Based on that evidence and those instructions, the jury convicted Sittenfeld on two counts, while acquitting him on four others. Nalbandian found that the verdict was a legitimate assessment of the evidence, even though other interpretations more favorable to Sittenfeld could have been reached. He rejected the contention of Sittenfeld’s attorneys that the evidence fell short of equipping the jury to weigh the constitutional principles that this case required. In a footnote, Nalbandian appeared to signal the higher court: “Whether we ought to require more of the government given the First Amendment interests and the realities of our political system is a question for the Supreme Court.
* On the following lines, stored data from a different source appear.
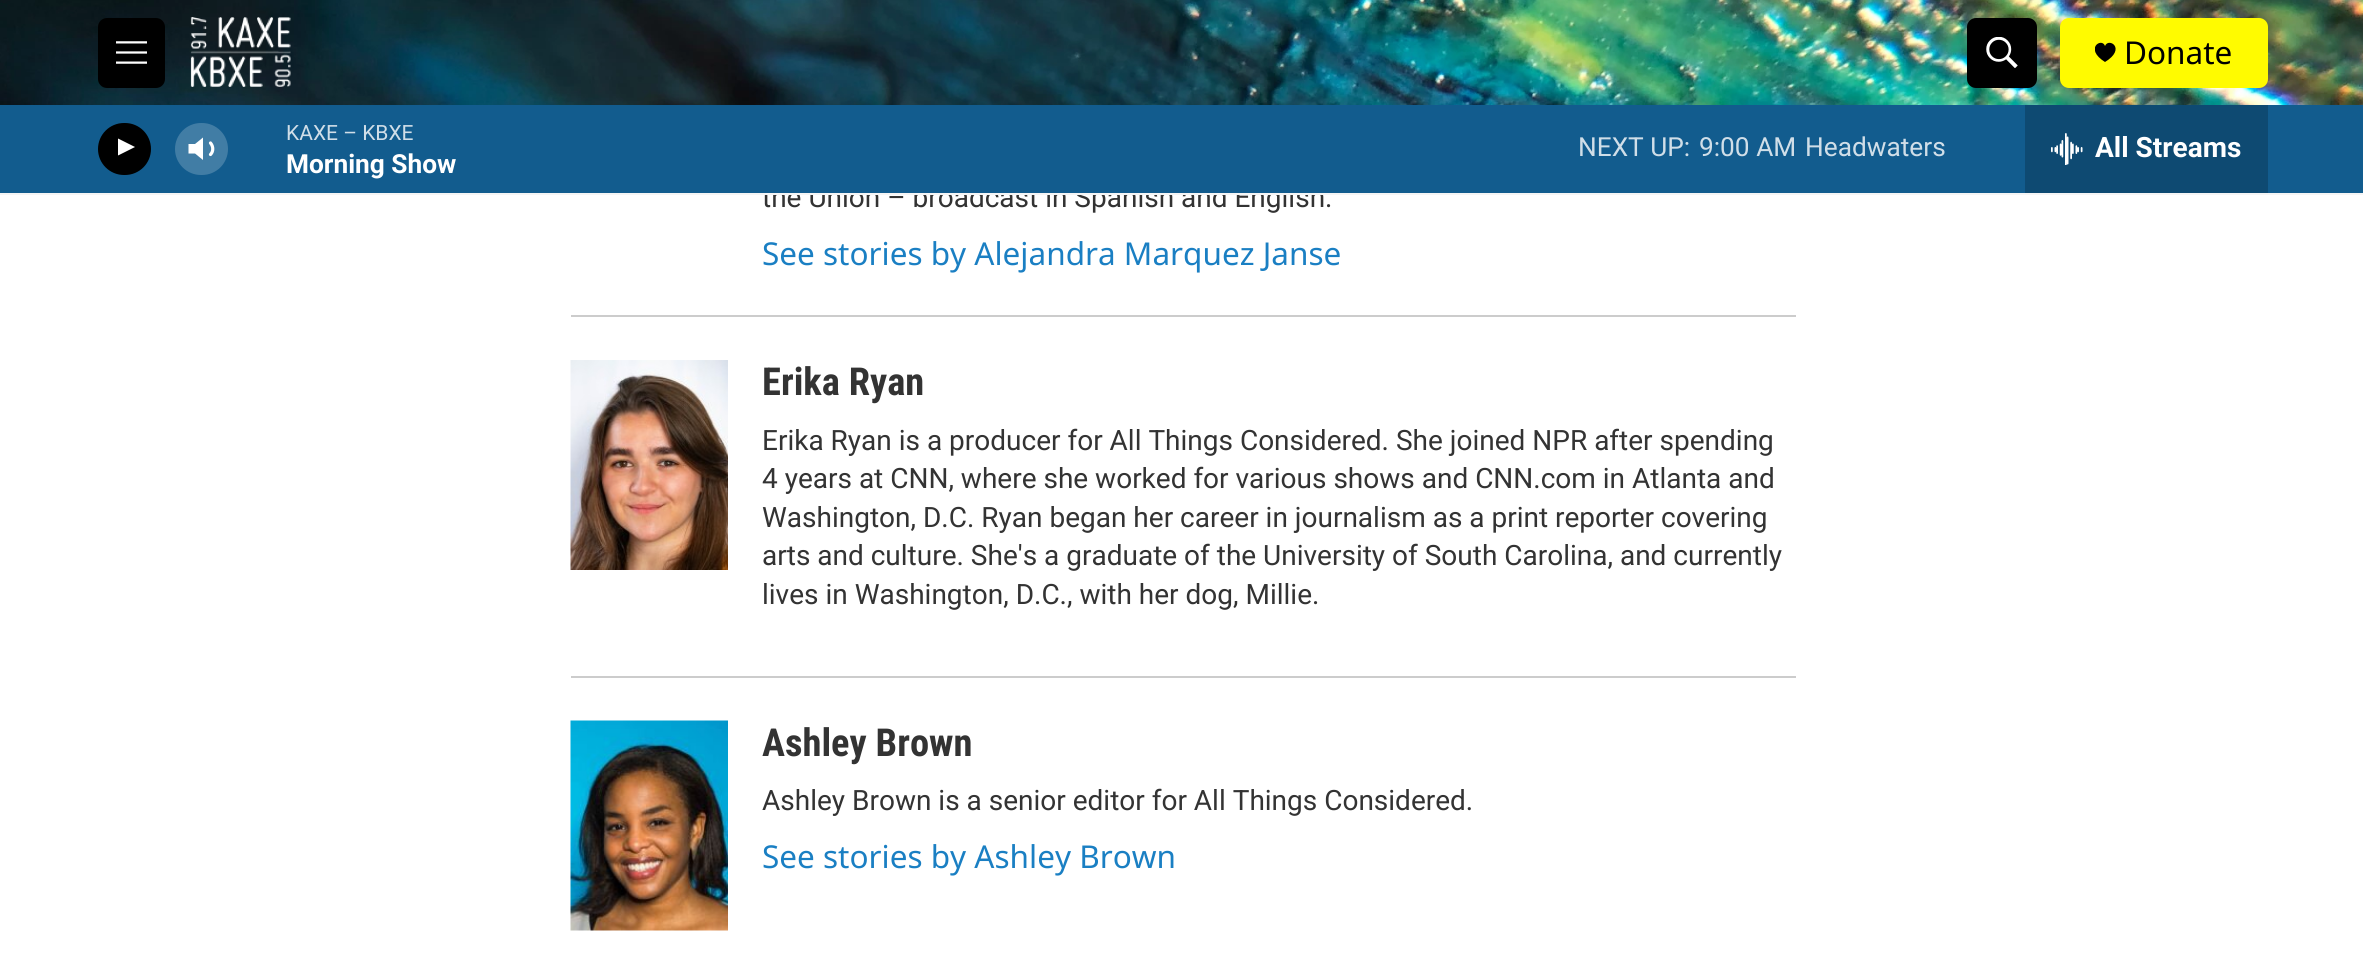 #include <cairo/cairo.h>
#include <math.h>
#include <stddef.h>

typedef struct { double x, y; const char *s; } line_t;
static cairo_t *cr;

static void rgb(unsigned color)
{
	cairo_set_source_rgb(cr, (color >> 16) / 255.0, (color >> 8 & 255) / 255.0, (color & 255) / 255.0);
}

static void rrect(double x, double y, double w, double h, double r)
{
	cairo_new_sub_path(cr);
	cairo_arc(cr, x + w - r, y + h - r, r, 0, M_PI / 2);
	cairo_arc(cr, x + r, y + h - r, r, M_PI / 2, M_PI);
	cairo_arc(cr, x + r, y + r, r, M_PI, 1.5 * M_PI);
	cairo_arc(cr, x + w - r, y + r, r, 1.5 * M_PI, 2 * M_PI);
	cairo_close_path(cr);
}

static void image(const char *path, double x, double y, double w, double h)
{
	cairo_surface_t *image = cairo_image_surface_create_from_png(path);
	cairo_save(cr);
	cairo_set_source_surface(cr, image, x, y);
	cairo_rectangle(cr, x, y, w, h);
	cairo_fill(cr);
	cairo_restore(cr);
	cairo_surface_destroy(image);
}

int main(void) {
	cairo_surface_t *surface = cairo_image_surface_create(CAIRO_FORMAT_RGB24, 2363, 966);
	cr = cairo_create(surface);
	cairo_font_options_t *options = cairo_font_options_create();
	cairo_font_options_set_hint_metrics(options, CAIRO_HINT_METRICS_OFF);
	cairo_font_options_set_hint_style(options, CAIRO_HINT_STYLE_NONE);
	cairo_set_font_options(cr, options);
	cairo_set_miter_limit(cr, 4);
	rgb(0xffffff);
	cairo_paint(cr);
	image("img/1.png", 0, 0, 2363, 105);
	rgb(0x000000);
	rrect(98, 18, 67, 70, 9);
	cairo_fill(cr);
	image("img/2.png", 116, 41, 31, 23);
	image("img/3.png", 190, 17, 101, 70);
	rrect(1967, 18, 70, 70, 9);
	cairo_fill(cr);
	image("img/4.png", 1986, 37, 32, 31);
	rgb(0xfffb00);
	rrect(2060, 18, 208, 70, 9);
	cairo_fill(cr);
	cairo_save(cr);
	cairo_rectangle(cr, 2095, 42, 21, 21);
	cairo_clip(cr);
	rgb(0x000000);
	cairo_new_path(cr);
	cairo_move_to(cr, 2105, 46);
	cairo_curve_to(cr, 2102, 37, 2083.5, 48.5, 2105, 62);
	cairo_curve_to(cr, 2127, 48.5, 2108.5, 37, 2105, 46);
	cairo_close_path(cr);
	cairo_fill(cr);
	cairo_restore(cr);
	rgb(0xcccccc);
	cairo_rectangle(cr, 571, 315, 1225, 2);
	cairo_fill(cr);
	cairo_rectangle(cr, 571, 676, 1225, 2);
	cairo_fill(cr);
	image("img/6.png", 570, 360, 158, 210);
	image("img/7.png", 570, 720, 158, 211);
	cairo_select_font_face(cr, "Noto Sans", CAIRO_FONT_SLANT_NORMAL, CAIRO_FONT_WEIGHT_NORMAL);
	cairo_set_font_size(cr, 31.5);
	rgb(0x000000);
	cairo_move_to(cr, 2124, 64);
	cairo_show_text(cr, "Donate");
	cairo_select_font_face(cr, "Roboto", CAIRO_FONT_SLANT_NORMAL, CAIRO_FONT_WEIGHT_NORMAL);
	cairo_set_font_size(cr, 28);
	rgb(0x333333);
	cairo_move_to(cr, 762, 207);
	cairo_show_text(cr, "the Union – broadcast in Spanish and English.");
	rgb(0x125c8e);
	cairo_rectangle(cr, 0, 105, 2363, 88);
	cairo_fill(cr);
	cairo_set_font_size(cr, 26.25);
	rgb(0xd0dee8);
	{
		static const line_t items[] = {
			{1805, 156, "Headwaters"},
			{1699, 156, "9:00 AM"},
			{1578, 156, "NEXT UP:"},
		};
		for (size_t i = 0; i < sizeof items / sizeof *items; i++) {
			cairo_move_to(cr, items[i].x, items[i].y);
			cairo_show_text(cr, items[i].s);
		}
	}
	cairo_set_font_size(cr, 21);
	cairo_move_to(cr, 286, 140);
	cairo_show_text(cr, "KAXE – KBXE");
	cairo_new_path(cr);
	cairo_move_to(cr, 210.5, 143);
	cairo_curve_to(cr, 213.5, 146.5, 213.5, 151.5, 210.5, 154.5);
	rgb(0xffffff);
	cairo_set_line_width(cr, 3.2);
	cairo_set_line_cap(cr, CAIRO_LINE_CAP_ROUND);
	cairo_set_line_join(cr, CAIRO_LINE_JOIN_ROUND);
	cairo_stroke(cr);
	cairo_new_path(cr);
	cairo_move_to(cr, 203, 137.5);
	cairo_line_to(cr, 195, 144);
	cairo_line_to(cr, 188.5, 144);
	cairo_line_to(cr, 188.5, 153.5);
	cairo_line_to(cr, 195, 153.5);
	cairo_line_to(cr, 203, 160);
	cairo_close_path(cr);
	cairo_fill(cr);
	cairo_set_source_rgba(cr, 1, 1, 1, 0.2);
	rrect(175, 123, 53, 52, 26);
	cairo_fill(cr);
	rgb(0x000000);
	rrect(98, 123, 53, 52, 26);
	cairo_fill(cr);
	rgb(0xffffff);
	cairo_new_path(cr);
	cairo_move_to(cr, 118, 138.5);
	cairo_line_to(cr, 135, 147);
	cairo_line_to(cr, 118, 155.5);
	cairo_close_path(cr);
	cairo_fill(cr);
	rgb(0x0e4a72);
	cairo_rectangle(cr, 2025, 105, 243, 88);
	cairo_fill(cr);
	image("img/5.png", 2051, 133, 32, 32);
	cairo_select_font_face(cr, "Roboto", CAIRO_FONT_SLANT_NORMAL, CAIRO_FONT_WEIGHT_BOLD);
	cairo_set_font_size(cr, 26.25);
	rgb(0xffffff);
	cairo_move_to(cr, 286, 173);
	cairo_show_text(cr, "Morning Show");
	cairo_set_font_size(cr, 28);
	cairo_move_to(cr, 2095, 157);
	cairo_show_text(cr, "All Streams");
	rgb(0xf5f5f5);
	cairo_rectangle(cr, 0, 193, 2363, 2);
	cairo_fill(cr);
	cairo_select_font_face(cr, "Noto Sans", CAIRO_FONT_SLANT_NORMAL, CAIRO_FONT_WEIGHT_NORMAL);
	cairo_set_font_size(cr, 31.5);
	rgb(0x1a7fc3);
	cairo_move_to(cr, 762, 265);
	cairo_show_text(cr, "See stories by Alejandra Marquez Janse");
	cairo_select_font_face(cr, "Roboto Condensed", CAIRO_FONT_SLANT_NORMAL, CAIRO_FONT_WEIGHT_BOLD);
	cairo_set_font_size(cr, 38.5);
	rgb(0x333333);
	cairo_move_to(cr, 762, 395);
	cairo_show_text(cr, "Erika Ryan");
	cairo_select_font_face(cr, "Roboto", CAIRO_FONT_SLANT_NORMAL, CAIRO_FONT_WEIGHT_NORMAL);
	cairo_set_font_size(cr, 28);
	{
		static const line_t items[] = {
			{762, 450, "Erika Ryan is a producer for All Things Considered. She joined NPR after spending"},
			{762, 488, "4 years at CNN, where she worked for various shows and CNN.com in Atlanta and"},
			{762, 527, "Washington, D.C. Ryan began her career in journalism as a print reporter covering"},
			{762, 565, "arts and culture. She's a graduate of the University of South Carolina, and currently"},
			{762, 604, "lives in Washington, D.C., with her dog, Millie."},
		};
		for (size_t i = 0; i < sizeof items / sizeof *items; i++) {
			cairo_move_to(cr, items[i].x, items[i].y);
			cairo_show_text(cr, items[i].s);
		}
	}
	cairo_select_font_face(cr, "Roboto Condensed", CAIRO_FONT_SLANT_NORMAL, CAIRO_FONT_WEIGHT_BOLD);
	cairo_set_font_size(cr, 38.5);
	cairo_move_to(cr, 762, 756);
	cairo_show_text(cr, "Ashley Brown");
	cairo_select_font_face(cr, "Roboto", CAIRO_FONT_SLANT_NORMAL, CAIRO_FONT_WEIGHT_NORMAL);
	cairo_set_font_size(cr, 28);
	cairo_move_to(cr, 762, 810);
	cairo_show_text(cr, "Ashley Brown is a senior editor for All Things Considered.");
	cairo_select_font_face(cr, "Noto Sans", CAIRO_FONT_SLANT_NORMAL, CAIRO_FONT_WEIGHT_NORMAL);
	cairo_set_font_size(cr, 31.5);
	rgb(0x1a7fc3);
	cairo_move_to(cr, 762, 868);
	cairo_show_text(cr, "See stories by Ashley Brown");
	cairo_surface_write_to_png(surface, "page.png");
	cairo_font_options_destroy(options);
	cairo_destroy(cr);
	cairo_surface_destroy(surface);
	return 0;
}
At this point, [the legal precedents] are nearly 35 years old and it may be time for the Court to revisit or refine the doctrine.”

The pages of Judge Eric Murphy’s concurring opinion seem infused with judicial anguish. He asks: Why is Sittenfeld’s case different from any politician who exercises his First Amendment rights by seeking support based on a pledge to overturn, say, Barack Obama’s health care law or Donald Trump’s tax cuts? “I do not have good answers to these questions because the Supreme Court has adopted a ‘vague’ ‘line’ to separate protected political speech from illegal bribery,” Murphy wrote. “Existing precedent … maximizes (rather than minimizes) the constitutional concerns.”

Sittenfeld’s case turned, in part, on the difference between an “explicit” quid pro quo and an “express” quid pro quo. “So what divides an explicit agreement from an express one?” Murphy asks. “I doubt many jurors would understand this subtle distinction. And I doubt even more that courts should be sending people to prison based on it.”

Still, Murphy held that it was not the appeals court’s role to set aside precedent or amend constitutional doctrine — that’s a job for the Supreme Court. “For one thing, the Supreme Court created this dilemma,” he wrote. “Only the Supreme Court” can provide “a principled reading of the laws” to resolve First Amendment questions raised in Sittenfeld’s case, so Murphy joined Nalbandian in upholding the conviction.

Dissenting from the majority, Judge John Bush maintained that Sittenfeld’s conduct was not corrupt: “Even though the government tried to get Sittenfeld to take the bribery bait, he never bit. No illegal agreement ever materialized. Sittenfeld accepted the campaign contribution for what he thought it was — a campaign contribution — and not the product of any explicit quid pro quo for official acts.” He adds: “Further Supreme Court guidance would help lower courts, particularly for cases like this one where there is no unambiguous evidence of a quid pro quo and no independent indicia of corrupt intent, like personal gifts or a connection to an independently criminal scheme.”

Sittenfeld’s conviction should be overturned, Bush concluded, because “I do not believe we must do nothing until the [Supreme] Court does something.”

Kenneth Katkin ’87, a professor of constitutional law at Northern Kentucky University, who has been closely following the case, says that while the Supreme Court rejects most requests to review cases, Sittenfeld’s petition stands a better-than-even chance of attracting Supreme Court interest.

“The court has been expressing a lot of discomfort with the way public corruption law is being applied to campaign donations and campaign speech,” Katkin said. He added that it is highly unusual — something “I’ve almost never seen before” — that all three judges independently “said the Supreme Court needs to take this case,” making it more likely that the court will want to look at the case.

Sittenfeld, a Democrat, was once considered to be on a path to become Cincinnati’s mayor and to run for higher office. After his conviction in 2022, he set aside his political dreams and began looking for ways to help others through writing or other forms of service. He wrote in a letter to the judge before his sentencing: “There has been a dramatic reordering of my ambitions.” He elaborated in an interview with PAW last spring. “The biggest goals for my life are I want to be a deeply involved husband and father, and I want to be a committed Christian. And then, if I’m doing those two things, let whatever worldly path unfold.”